いきなりですが先日(ゴジラ一回目で)紹介した動画。思い出してください。


www.youtube.com
(これの11分あたりから)

 ワシントン在住30年という伊藤貫さんの仰っていた、議論には3つのPがあるっていう話。3P理論、思い出しましたか?
 
① Philosophical Level (哲学・思想)
② Paradigm Level (規範・学派・論理的枠組み)
③ Policy Level (個別の分析、具体論、政策など)


 日本人の議論下手の理由について伊藤さんの曰く、日本人は③の、特に細かいポリシーレベルの話が大好き!でも①や②が無い人が多い。パラダイムの話をしても意味が分からずに興味を失ってしまう、っていう。

それだ!ウチのブログ人気ない理由。え、それだけじゃない?なん…だと……


 ブログやツイッターなんか見てると、私の印象では③ ポリシーレベルよりさらに以前の、問題提起の段階で満足していたり殴り合っていたり、のケースもかなり多いような。
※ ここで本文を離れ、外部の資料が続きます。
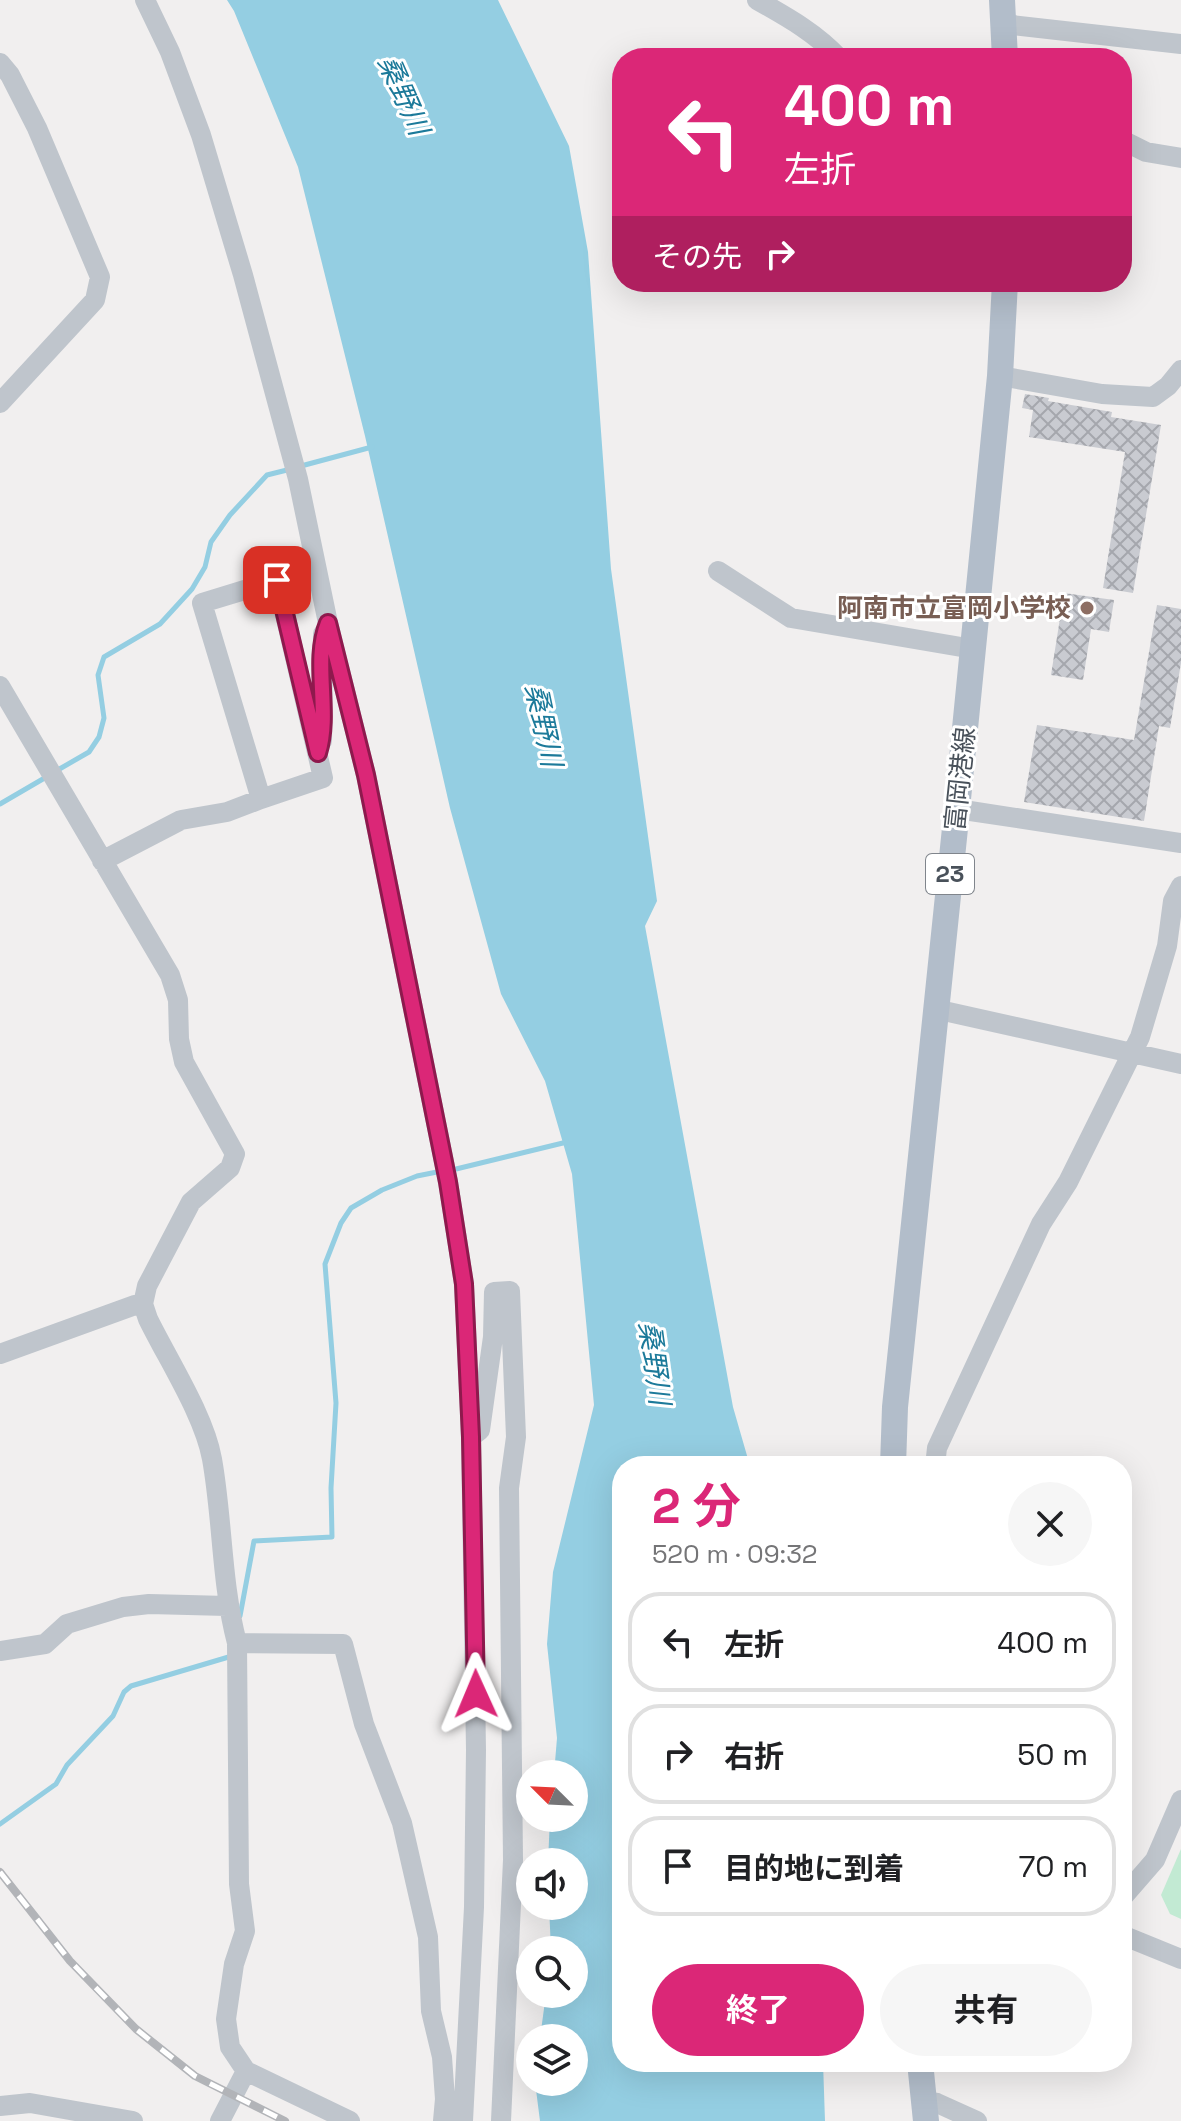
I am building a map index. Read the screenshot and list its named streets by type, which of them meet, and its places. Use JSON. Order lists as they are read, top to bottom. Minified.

差別は許さない!私は正しい!逆らう奴は殴る!議論も異論も許さない!
 
 で、これまた私の印象では、ウチのブログを面白がって読んでいるような意識の高い(笑)な人達、おっと失礼、物好きな……いえ、奇特な人達なら、この議論レベルとしての①②③はご存じのことと思う。ウチでは主に②を中心に、③に振ったり再構築したり、時には①に振ったり。特に①の話をすると喜ばれる気がして一所懸命書いたりしてみるのだが、正直あんまりうまくないよね俺。ごめんね。あんまり書けないんだ。

岡田斗司夫さんも思考訓練として、パラダイムから考え直すとかパラダイムシフトを想定するとかを推奨してたね。てな訳で、「パラダイム」を意識しよう!


では例題その1

日本の財政破綻

 日本は「借金し過ぎ」なので、遠からず「財政破綻」する、てのは大昔からよく言われている。1996年の橋本政権の頃は21世紀まで持たないって言われてた。だから消費税を3→5%にした。そしたらデフレに突入、財政のいわゆる「プライマリーバランス(以下PB)」問題はますます酷くなった。「財政健全化」のために増税すると「経済不健全化」して、ますますおかしな事になる。なぜだろう。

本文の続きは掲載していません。